Repeat each record below exactly, dropping the pictures.

-- Opening Marker --

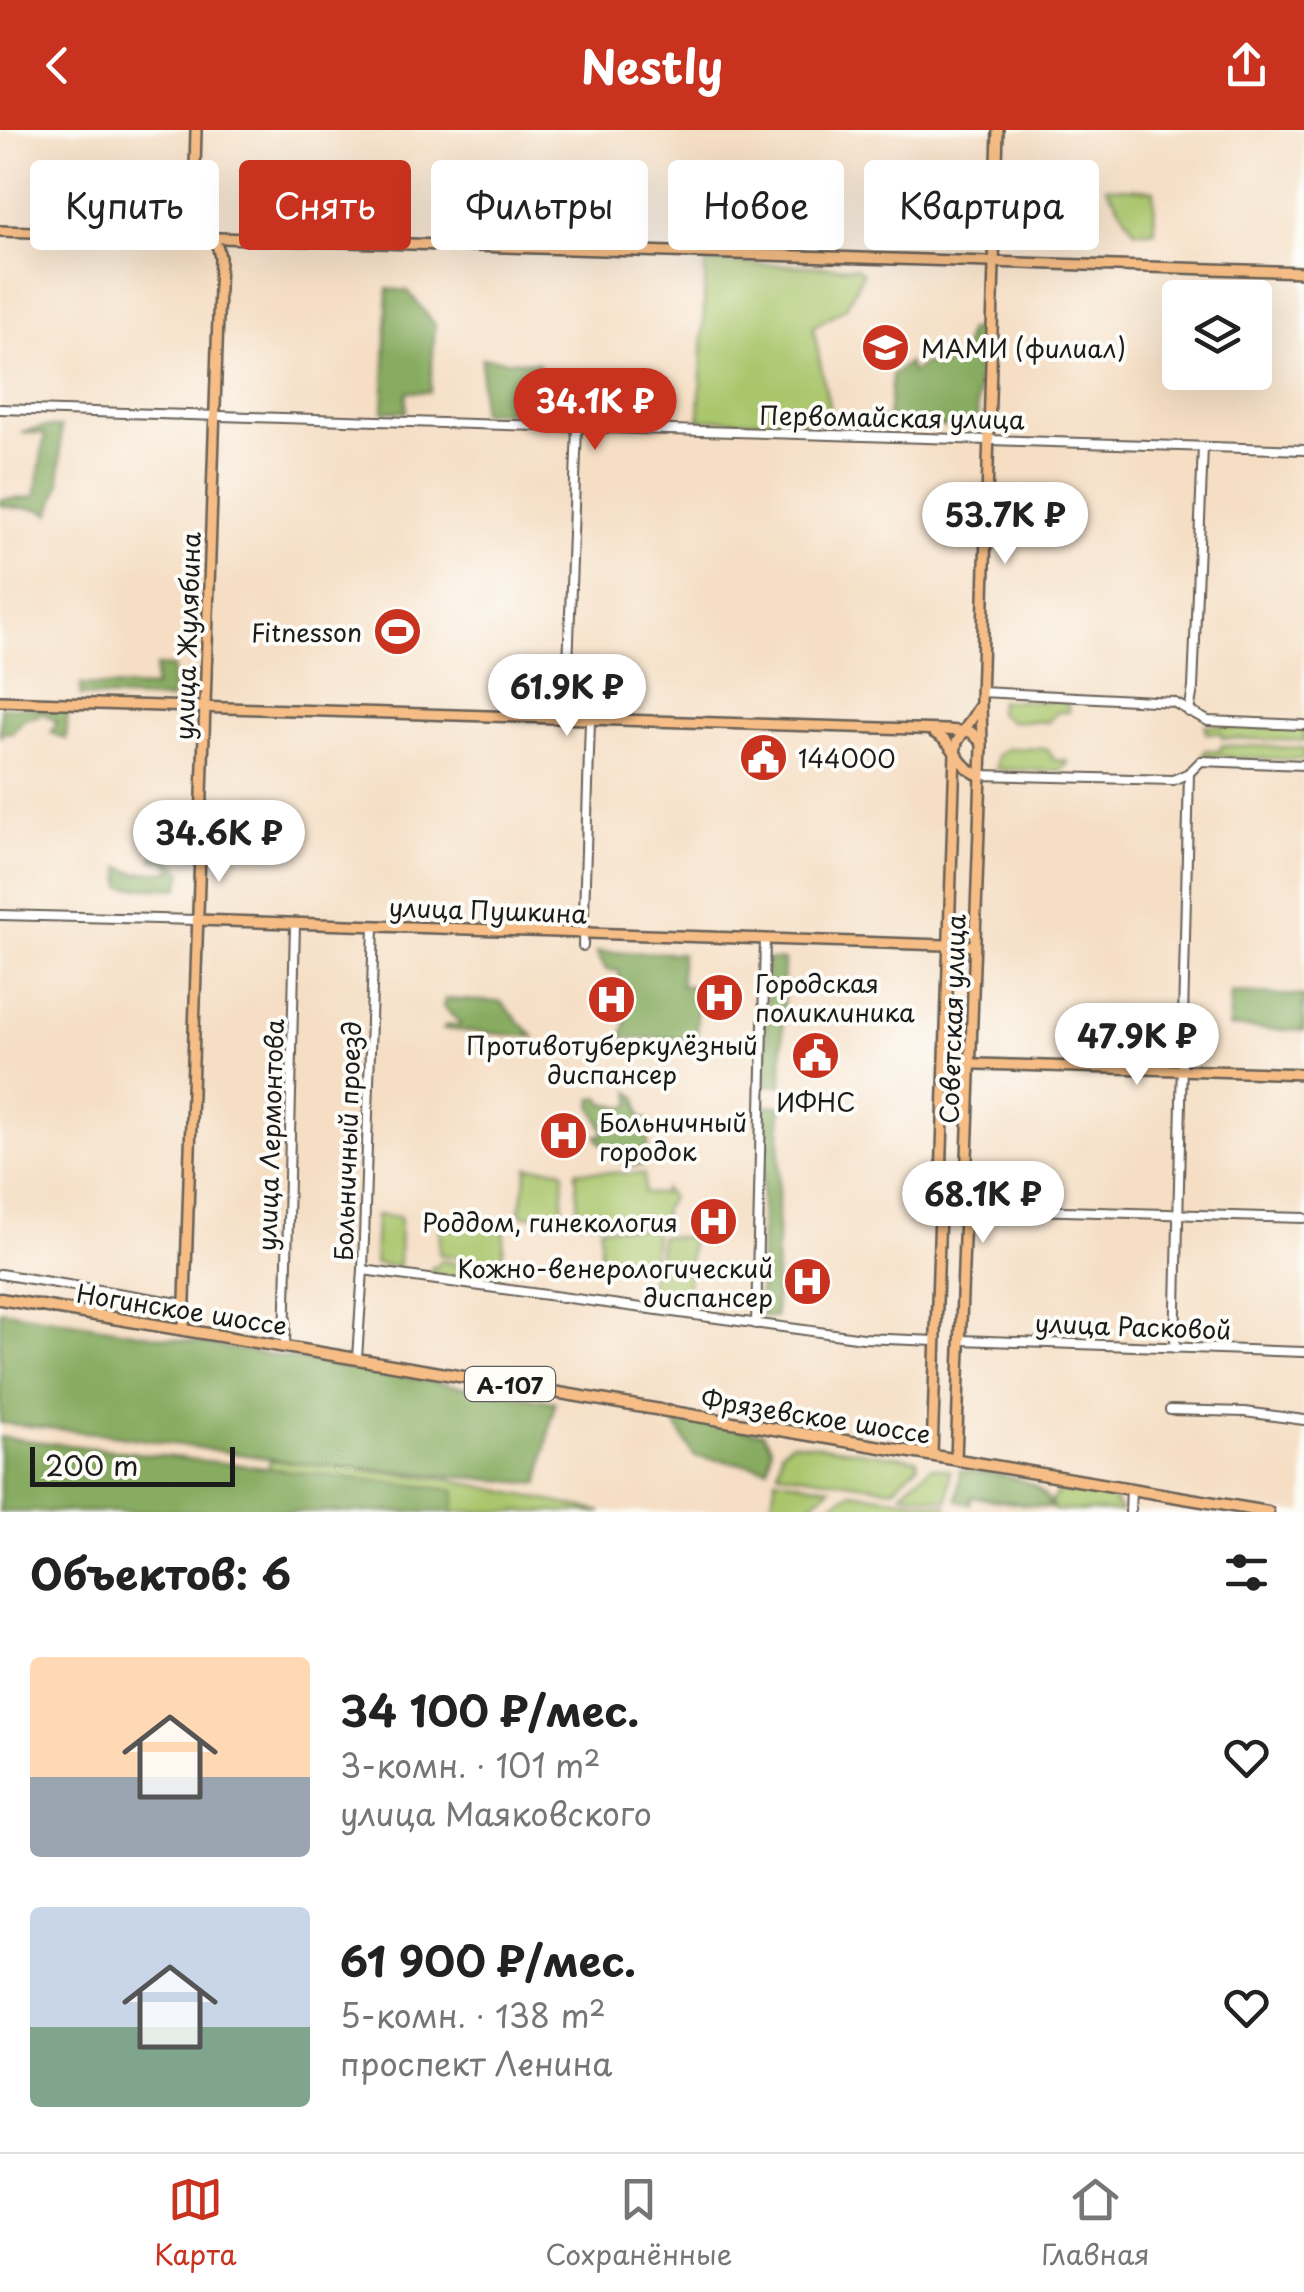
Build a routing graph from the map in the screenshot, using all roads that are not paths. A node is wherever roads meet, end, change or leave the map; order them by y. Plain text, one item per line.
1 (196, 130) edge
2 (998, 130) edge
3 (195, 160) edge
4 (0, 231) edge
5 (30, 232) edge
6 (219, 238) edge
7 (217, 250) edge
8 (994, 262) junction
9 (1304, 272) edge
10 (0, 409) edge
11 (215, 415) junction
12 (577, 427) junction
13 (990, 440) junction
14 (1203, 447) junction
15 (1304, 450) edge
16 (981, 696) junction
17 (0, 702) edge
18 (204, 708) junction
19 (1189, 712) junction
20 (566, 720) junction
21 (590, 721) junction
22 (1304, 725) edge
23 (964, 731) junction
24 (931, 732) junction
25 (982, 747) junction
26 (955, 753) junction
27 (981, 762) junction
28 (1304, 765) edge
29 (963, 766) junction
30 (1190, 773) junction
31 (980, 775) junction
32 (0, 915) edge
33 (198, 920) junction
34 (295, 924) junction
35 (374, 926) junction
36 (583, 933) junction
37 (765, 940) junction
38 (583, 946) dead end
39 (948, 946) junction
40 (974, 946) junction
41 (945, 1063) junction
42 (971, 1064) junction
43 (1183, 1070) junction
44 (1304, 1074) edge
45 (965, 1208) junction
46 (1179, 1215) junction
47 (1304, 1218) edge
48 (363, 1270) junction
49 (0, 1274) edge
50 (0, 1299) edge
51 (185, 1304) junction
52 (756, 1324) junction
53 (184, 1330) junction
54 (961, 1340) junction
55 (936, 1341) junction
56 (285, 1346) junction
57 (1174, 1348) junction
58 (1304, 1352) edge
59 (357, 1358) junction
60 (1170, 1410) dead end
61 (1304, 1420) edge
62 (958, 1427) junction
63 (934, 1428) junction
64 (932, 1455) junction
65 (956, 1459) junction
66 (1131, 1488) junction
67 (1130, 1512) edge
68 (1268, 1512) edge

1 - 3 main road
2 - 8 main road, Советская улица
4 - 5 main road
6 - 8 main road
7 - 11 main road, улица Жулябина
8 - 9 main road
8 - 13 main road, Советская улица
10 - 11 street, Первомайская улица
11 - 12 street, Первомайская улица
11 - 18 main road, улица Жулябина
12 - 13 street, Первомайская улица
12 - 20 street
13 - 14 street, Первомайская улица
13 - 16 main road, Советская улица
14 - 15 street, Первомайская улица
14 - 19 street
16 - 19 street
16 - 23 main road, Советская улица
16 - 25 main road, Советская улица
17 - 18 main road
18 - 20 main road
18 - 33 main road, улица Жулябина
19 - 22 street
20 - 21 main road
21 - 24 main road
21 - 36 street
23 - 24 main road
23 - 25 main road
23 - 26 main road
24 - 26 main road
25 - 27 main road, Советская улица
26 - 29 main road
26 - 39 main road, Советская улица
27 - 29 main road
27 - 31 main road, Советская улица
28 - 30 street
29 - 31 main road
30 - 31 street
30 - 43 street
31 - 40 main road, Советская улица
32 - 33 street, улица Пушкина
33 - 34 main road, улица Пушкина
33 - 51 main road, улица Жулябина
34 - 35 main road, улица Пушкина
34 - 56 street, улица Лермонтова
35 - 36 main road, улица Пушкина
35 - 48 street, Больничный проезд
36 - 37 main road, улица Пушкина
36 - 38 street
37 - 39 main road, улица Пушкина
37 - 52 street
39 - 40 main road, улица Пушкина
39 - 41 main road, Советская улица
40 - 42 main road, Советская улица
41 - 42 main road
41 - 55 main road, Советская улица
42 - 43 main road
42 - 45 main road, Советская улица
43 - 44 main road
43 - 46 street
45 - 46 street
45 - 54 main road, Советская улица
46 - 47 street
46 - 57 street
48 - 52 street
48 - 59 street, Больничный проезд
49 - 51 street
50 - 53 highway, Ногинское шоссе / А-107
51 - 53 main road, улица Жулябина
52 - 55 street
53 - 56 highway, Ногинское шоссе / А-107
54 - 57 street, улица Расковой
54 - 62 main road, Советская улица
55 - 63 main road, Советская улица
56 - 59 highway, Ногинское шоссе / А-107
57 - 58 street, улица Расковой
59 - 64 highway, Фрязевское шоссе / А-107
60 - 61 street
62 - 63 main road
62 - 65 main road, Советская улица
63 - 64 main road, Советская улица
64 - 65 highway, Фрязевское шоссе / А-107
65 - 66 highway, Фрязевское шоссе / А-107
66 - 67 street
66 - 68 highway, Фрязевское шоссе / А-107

-- Closing Marker --

**Exercise result**
Build a routing graph from the map in the screenshot, using all roads that are not paths. A node is wherever roads meet, end, change or leave the map; order them by y. Plain text, one item per line.
1 (196, 130) edge
2 (998, 130) edge
3 (195, 160) edge
4 (0, 231) edge
5 (30, 232) edge
6 (219, 238) edge
7 (217, 250) edge
8 (994, 262) junction
9 (1304, 272) edge
10 (0, 409) edge
11 (215, 415) junction
12 (577, 427) junction
13 (990, 440) junction
14 (1203, 447) junction
15 (1304, 450) edge
16 (981, 696) junction
17 (0, 702) edge
18 (204, 708) junction
19 (1189, 712) junction
20 (566, 720) junction
21 (590, 721) junction
22 (1304, 725) edge
23 (964, 731) junction
24 (931, 732) junction
25 (982, 747) junction
26 (955, 753) junction
27 (981, 762) junction
28 (1304, 765) edge
29 (963, 766) junction
30 (1190, 773) junction
31 (980, 775) junction
32 (0, 915) edge
33 (198, 920) junction
34 (295, 924) junction
35 (374, 926) junction
36 (583, 933) junction
37 (765, 940) junction
38 (583, 946) dead end
39 (948, 946) junction
40 (974, 946) junction
41 (945, 1063) junction
42 (971, 1064) junction
43 (1183, 1070) junction
44 (1304, 1074) edge
45 (965, 1208) junction
46 (1179, 1215) junction
47 (1304, 1218) edge
48 (363, 1270) junction
49 (0, 1274) edge
50 (0, 1299) edge
51 (185, 1304) junction
52 (756, 1324) junction
53 (184, 1330) junction
54 (961, 1340) junction
55 (936, 1341) junction
56 (285, 1346) junction
57 (1174, 1348) junction
58 (1304, 1352) edge
59 (357, 1358) junction
60 (1170, 1410) dead end
61 (1304, 1420) edge
62 (958, 1427) junction
63 (934, 1428) junction
64 (932, 1455) junction
65 (956, 1459) junction
66 (1131, 1488) junction
67 (1130, 1512) edge
68 (1268, 1512) edge

1 - 3 main road
2 - 8 main road, Советская улица
4 - 5 main road
6 - 8 main road
7 - 11 main road, улица Жулябина
8 - 9 main road
8 - 13 main road, Советская улица
10 - 11 street, Первомайская улица
11 - 12 street, Первомайская улица
11 - 18 main road, улица Жулябина
12 - 13 street, Первомайская улица
12 - 20 street
13 - 14 street, Первомайская улица
13 - 16 main road, Советская улица
14 - 15 street, Первомайская улица
14 - 19 street
16 - 19 street
16 - 23 main road, Советская улица
16 - 25 main road, Советская улица
17 - 18 main road
18 - 20 main road
18 - 33 main road, улица Жулябина
19 - 22 street
20 - 21 main road
21 - 24 main road
21 - 36 street
23 - 24 main road
23 - 25 main road
23 - 26 main road
24 - 26 main road
25 - 27 main road, Советская улица
26 - 29 main road
26 - 39 main road, Советская улица
27 - 29 main road
27 - 31 main road, Советская улица
28 - 30 street
29 - 31 main road
30 - 31 street
30 - 43 street
31 - 40 main road, Советская улица
32 - 33 street, улица Пушкина
33 - 34 main road, улица Пушкина
33 - 51 main road, улица Жулябина
34 - 35 main road, улица Пушкина
34 - 56 street, улица Лермонтова
35 - 36 main road, улица Пушкина
35 - 48 street, Больничный проезд
36 - 37 main road, улица Пушкина
36 - 38 street
37 - 39 main road, улица Пушкина
37 - 52 street
39 - 40 main road, улица Пушкина
39 - 41 main road, Советская улица
40 - 42 main road, Советская улица
41 - 42 main road
41 - 55 main road, Советская улица
42 - 43 main road
42 - 45 main road, Советская улица
43 - 44 main road
43 - 46 street
45 - 46 street
45 - 54 main road, Советская улица
46 - 47 street
46 - 57 street
48 - 52 street
48 - 59 street, Больничный проезд
49 - 51 street
50 - 53 highway, Ногинское шоссе / А-107
51 - 53 main road, улица Жулябина
52 - 55 street
53 - 56 highway, Ногинское шоссе / А-107
54 - 57 street, улица Расковой
54 - 62 main road, Советская улица
55 - 63 main road, Советская улица
56 - 59 highway, Ногинское шоссе / А-107
57 - 58 street, улица Расковой
59 - 64 highway, Фрязевское шоссе / А-107
60 - 61 street
62 - 63 main road
62 - 65 main road, Советская улица
63 - 64 main road, Советская улица
64 - 65 highway, Фрязевское шоссе / А-107
65 - 66 highway, Фрязевское шоссе / А-107
66 - 67 street
66 - 68 highway, Фрязевское шоссе / А-107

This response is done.